--- START ---
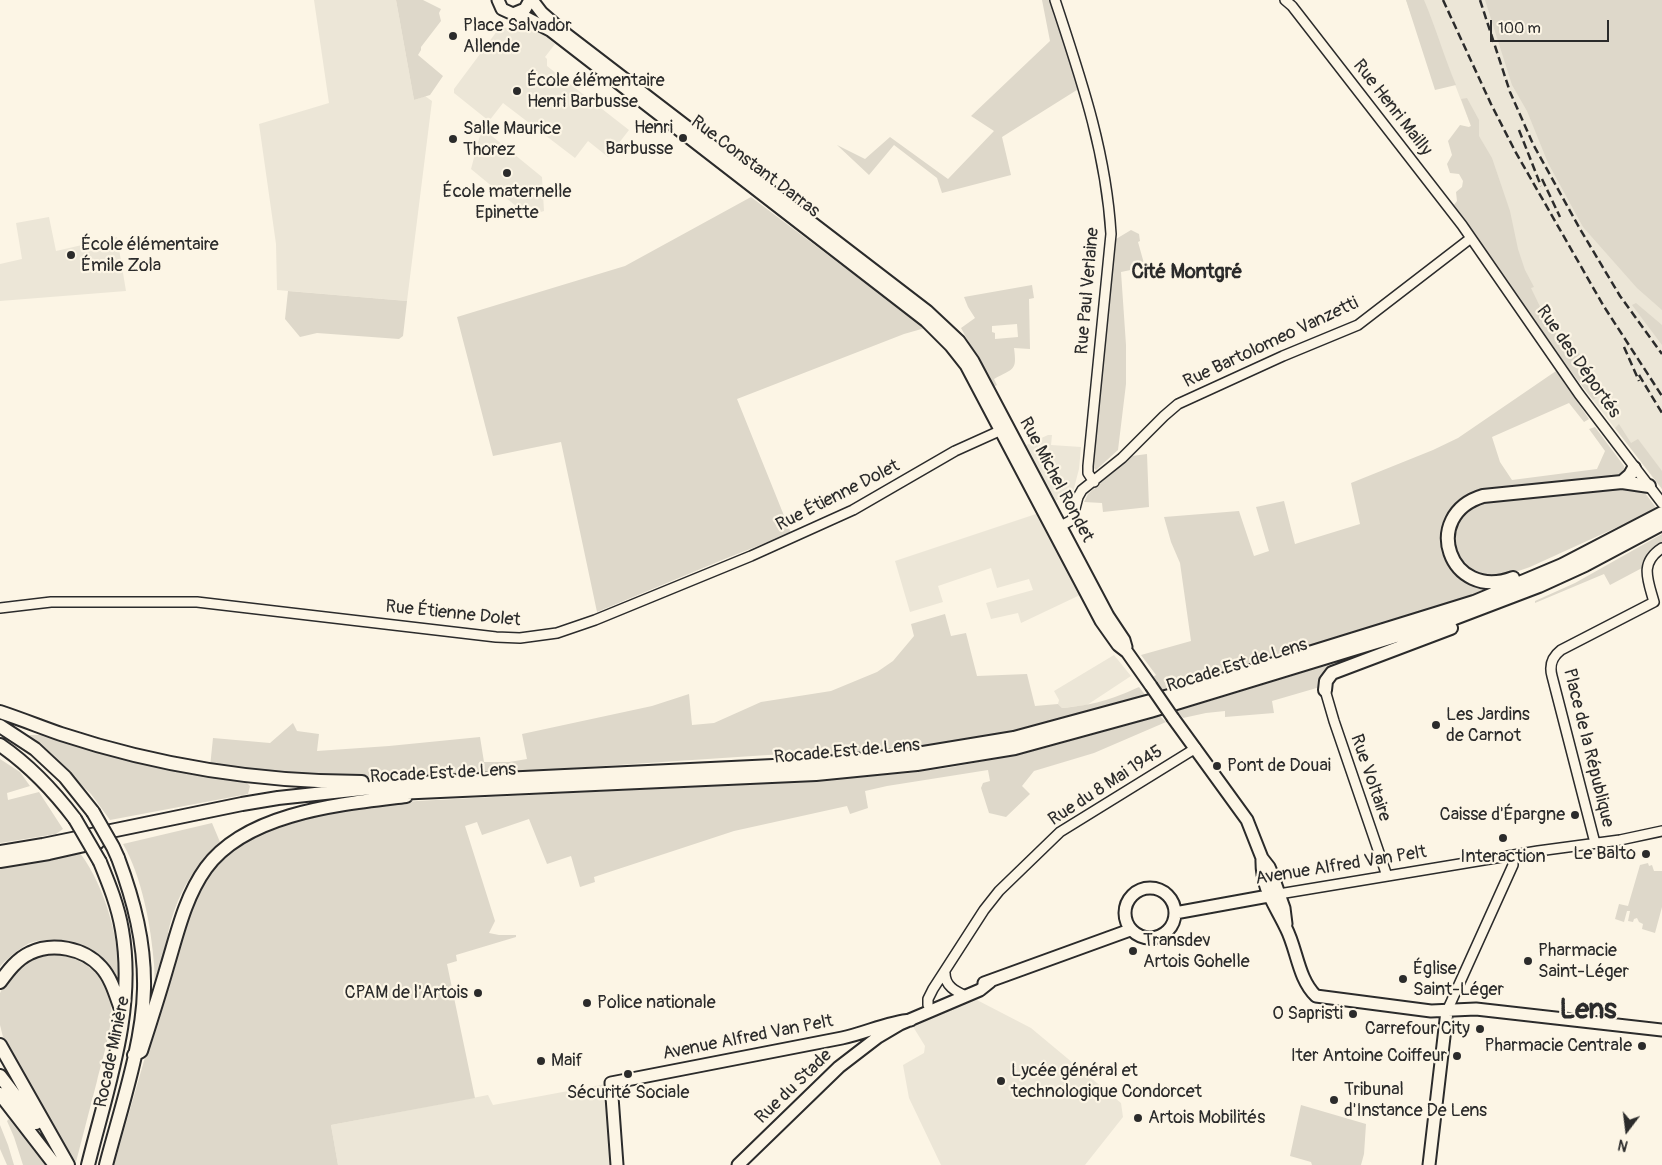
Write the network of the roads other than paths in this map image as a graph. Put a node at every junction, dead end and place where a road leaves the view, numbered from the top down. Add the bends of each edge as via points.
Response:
1 (498, 0) edge
2 (531, 0) edge
3 (1054, 0) edge
4 (1285, 0) edge
5 (517, 13) junction
6 (1471, 238) junction
7 (965, 356) junction
8 (1004, 429) junction
9 (1634, 468) junction
10 (1094, 482) junction
11 (1622, 482) junction
12 (1649, 486) junction
13 (1662, 505) edge
14 (1662, 524) edge
15 (1056, 528) junction
16 (1662, 548) edge
17 (1547, 571) junction
18 (1515, 596) junction
19 (0, 608) edge
20 (1324, 690) joint
21 (0, 712) edge
22 (0, 726) edge
23 (0, 745) edge
24 (1196, 748) junction
25 (419, 783) junction
26 (446, 791) junction
27 (1662, 831) edge
28 (1595, 843) junction
29 (0, 852) edge
30 (1513, 856) junction
31 (0, 861) edge
32 (1387, 876) junction
33 (1274, 895) junction
34 (1175, 913) junction
35 (1130, 930) junction
36 (944, 973) junction
37 (0, 982) edge
38 (962, 994) junction
39 (928, 1005) junction
40 (1447, 1011) junction
41 (123, 1016) junction
42 (910, 1020) junction
43 (890, 1022) junction
44 (1662, 1030) edge
45 (858, 1034) junction
46 (878, 1037) joint
47 (842, 1038) junction
48 (0, 1045) edge
49 (134, 1054) junction
50 (853, 1055) junction
51 (0, 1076) edge
52 (0, 1094) edge
53 (89, 1161) edge
54 (55, 1165) edge
55 (68, 1165) edge
56 (106, 1165) edge
57 (617, 1165) edge
58 (738, 1165) edge
59 (1429, 1165) edge

1 - 5 main road, Rue Constant Darras via 505,11
2 - 5 main road via 525,9
2 - 7 main road, Rue Constant Darras via 566,34 927,311 949,330
3 - 10 street, Rue Paul Verlaine via 1096,132 1111,234 1088,466
4 - 6 street, Rue Henri Mailly
5 - 7 main road, Rue Constant Darras via 550,30 926,321
6 - 9 street, Rue des Déportés via 1578,394
6 - 10 street, Rue Bartolomeo Vanzetti via 1358,325 1178,404
7 - 8 main road, Rue Michel Rondet
8 - 15 main road, Rue Michel Rondet
8 - 19 street, Rue Étienne Dolet via 955,451 860,506 793,538 595,620 548,636 496,637 197,602 51,602
9 - 11 highway
9 - 12 street, Rue des Déportés
10 - 15 street, Rue Bartolomeo Vanzetti via 1080,494 1072,520
11 - 12 highway
11 - 17 highway via 1483,496 1466,503 1450,524 1448,544 1456,565 1470,578 1489,584 1532,571
12 - 13 street, Rue des Déportés
13 - 17 highway, Rocade Est de Lens via 1631,530
14 - 18 highway, Rocade Est de Lens
15 - 24 main road, Rue Michel Rondet, bridge via 1109,626 1124,640 1127,652
16 - 28 street, Place de la République via 1654,553 1646,568 1654,602 1561,650 1553,658 1551,670
17 - 25 highway, Rocade Est de Lens via 1474,602 1418,620 1172,695 1014,738 916,754 823,763
18 - 20 highway via 1499,609 1332,673
18 - 26 highway, Rocade Est de Lens via 1401,635 1141,714 1015,748 917,764 816,774
20 - 32 street, Rue Voltaire
21 - 25 highway via 112,749 217,771 309,781
22 - 49 highway, Rocade Minière, bridge via 35,749 65,778 93,812 114,847 132,898 143,967 144,991
23 - 41 highway, Rocade Minière, bridge via 47,785 75,818 100,862 119,918 126,960
24 - 33 main road, Rue Michel Rondet via 1243,813 1262,858 1263,875
24 - 36 street, Rue du 8 Mai 1945 via 1067,827 999,891
25 - 29 highway, Rocade Est de Lens via 278,798
26 - 31 highway, Rocade Est de Lens via 355,796 251,810
26 - 49 highway via 306,813 270,824 238,839 216,857 197,882 184,913 141,1051
27 - 28 street, Avenue Alfred Van Pelt
28 - 30 street, Avenue Alfred Van Pelt
30 - 32 street, Avenue Alfred Van Pelt
30 - 40 street via 1513,866
32 - 33 street, Avenue Alfred Van Pelt
33 - 34 main road, Avenue Alfred Van Pelt
33 - 40 main road, Rue Michel Rondet via 1274,909 1287,928 1307,984 1316,996
34 - 35 main road via 1172,926 1162,935 1149,938
34 - 35 main road via 1174,904 1163,891 1154,888 1137,890 1125,907 1125,919
35 - 38 main road, Avenue Alfred Van Pelt via 990,982 980,990
36 - 38 street via 945,979
36 - 39 street, Rue du 8 Mai 1945
37 - 41 highway via 29,953 55,948 80,952 91,958 106,974
38 - 39 main road, Avenue Alfred Van Pelt
38 - 42 main road, Avenue Alfred Van Pelt
39 - 43 main road, Avenue Alfred Van Pelt
40 - 44 main road via 1476,1009
40 - 59 main road
41 - 53 highway, Rocade Minière
42 - 43 main road, Avenue Alfred Van Pelt
42 - 46 main road, Avenue Alfred Van Pelt
43 - 45 main road, Avenue Alfred Van Pelt
45 - 47 main road, Avenue Alfred Van Pelt
45 - 50 main road
46 - 50 main road, Rue du Stade
47 - 50 main road via 850,1042
47 - 57 main road, Avenue Alfred Van Pelt via 611,1083
48 - 55 highway
49 - 56 highway, Rocade Minière
50 - 58 main road, Rue du Stade
51 - 55 highway
52 - 54 highway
--- END ---
### GOAL OF THE EXERCISE
Please repeat every line of the material above exactly and without its pictures.

### WRITTEN SOLUTION
Write the network of the roads other than paths in this map image as a graph. Put a node at every junction, dead end and place where a road leaves the view, numbered from the top down. Add the bends of each edge as via points.
Response:
1 (498, 0) edge
2 (531, 0) edge
3 (1054, 0) edge
4 (1285, 0) edge
5 (517, 13) junction
6 (1471, 238) junction
7 (965, 356) junction
8 (1004, 429) junction
9 (1634, 468) junction
10 (1094, 482) junction
11 (1622, 482) junction
12 (1649, 486) junction
13 (1662, 505) edge
14 (1662, 524) edge
15 (1056, 528) junction
16 (1662, 548) edge
17 (1547, 571) junction
18 (1515, 596) junction
19 (0, 608) edge
20 (1324, 690) joint
21 (0, 712) edge
22 (0, 726) edge
23 (0, 745) edge
24 (1196, 748) junction
25 (419, 783) junction
26 (446, 791) junction
27 (1662, 831) edge
28 (1595, 843) junction
29 (0, 852) edge
30 (1513, 856) junction
31 (0, 861) edge
32 (1387, 876) junction
33 (1274, 895) junction
34 (1175, 913) junction
35 (1130, 930) junction
36 (944, 973) junction
37 (0, 982) edge
38 (962, 994) junction
39 (928, 1005) junction
40 (1447, 1011) junction
41 (123, 1016) junction
42 (910, 1020) junction
43 (890, 1022) junction
44 (1662, 1030) edge
45 (858, 1034) junction
46 (878, 1037) joint
47 (842, 1038) junction
48 (0, 1045) edge
49 (134, 1054) junction
50 (853, 1055) junction
51 (0, 1076) edge
52 (0, 1094) edge
53 (89, 1161) edge
54 (55, 1165) edge
55 (68, 1165) edge
56 (106, 1165) edge
57 (617, 1165) edge
58 (738, 1165) edge
59 (1429, 1165) edge

1 - 5 main road, Rue Constant Darras via 505,11
2 - 5 main road via 525,9
2 - 7 main road, Rue Constant Darras via 566,34 927,311 949,330
3 - 10 street, Rue Paul Verlaine via 1096,132 1111,234 1088,466
4 - 6 street, Rue Henri Mailly
5 - 7 main road, Rue Constant Darras via 550,30 926,321
6 - 9 street, Rue des Déportés via 1578,394
6 - 10 street, Rue Bartolomeo Vanzetti via 1358,325 1178,404
7 - 8 main road, Rue Michel Rondet
8 - 15 main road, Rue Michel Rondet
8 - 19 street, Rue Étienne Dolet via 955,451 860,506 793,538 595,620 548,636 496,637 197,602 51,602
9 - 11 highway
9 - 12 street, Rue des Déportés
10 - 15 street, Rue Bartolomeo Vanzetti via 1080,494 1072,520
11 - 12 highway
11 - 17 highway via 1483,496 1466,503 1450,524 1448,544 1456,565 1470,578 1489,584 1532,571
12 - 13 street, Rue des Déportés
13 - 17 highway, Rocade Est de Lens via 1631,530
14 - 18 highway, Rocade Est de Lens
15 - 24 main road, Rue Michel Rondet, bridge via 1109,626 1124,640 1127,652
16 - 28 street, Place de la République via 1654,553 1646,568 1654,602 1561,650 1553,658 1551,670
17 - 25 highway, Rocade Est de Lens via 1474,602 1418,620 1172,695 1014,738 916,754 823,763
18 - 20 highway via 1499,609 1332,673
18 - 26 highway, Rocade Est de Lens via 1401,635 1141,714 1015,748 917,764 816,774
20 - 32 street, Rue Voltaire
21 - 25 highway via 112,749 217,771 309,781
22 - 49 highway, Rocade Minière, bridge via 35,749 65,778 93,812 114,847 132,898 143,967 144,991
23 - 41 highway, Rocade Minière, bridge via 47,785 75,818 100,862 119,918 126,960
24 - 33 main road, Rue Michel Rondet via 1243,813 1262,858 1263,875
24 - 36 street, Rue du 8 Mai 1945 via 1067,827 999,891
25 - 29 highway, Rocade Est de Lens via 278,798
26 - 31 highway, Rocade Est de Lens via 355,796 251,810
26 - 49 highway via 306,813 270,824 238,839 216,857 197,882 184,913 141,1051
27 - 28 street, Avenue Alfred Van Pelt
28 - 30 street, Avenue Alfred Van Pelt
30 - 32 street, Avenue Alfred Van Pelt
30 - 40 street via 1513,866
32 - 33 street, Avenue Alfred Van Pelt
33 - 34 main road, Avenue Alfred Van Pelt
33 - 40 main road, Rue Michel Rondet via 1274,909 1287,928 1307,984 1316,996
34 - 35 main road via 1172,926 1162,935 1149,938
34 - 35 main road via 1174,904 1163,891 1154,888 1137,890 1125,907 1125,919
35 - 38 main road, Avenue Alfred Van Pelt via 990,982 980,990
36 - 38 street via 945,979
36 - 39 street, Rue du 8 Mai 1945
37 - 41 highway via 29,953 55,948 80,952 91,958 106,974
38 - 39 main road, Avenue Alfred Van Pelt
38 - 42 main road, Avenue Alfred Van Pelt
39 - 43 main road, Avenue Alfred Van Pelt
40 - 44 main road via 1476,1009
40 - 59 main road
41 - 53 highway, Rocade Minière
42 - 43 main road, Avenue Alfred Van Pelt
42 - 46 main road, Avenue Alfred Van Pelt
43 - 45 main road, Avenue Alfred Van Pelt
45 - 47 main road, Avenue Alfred Van Pelt
45 - 50 main road
46 - 50 main road, Rue du Stade
47 - 50 main road via 850,1042
47 - 57 main road, Avenue Alfred Van Pelt via 611,1083
48 - 55 highway
49 - 56 highway, Rocade Minière
50 - 58 main road, Rue du Stade
51 - 55 highway
52 - 54 highway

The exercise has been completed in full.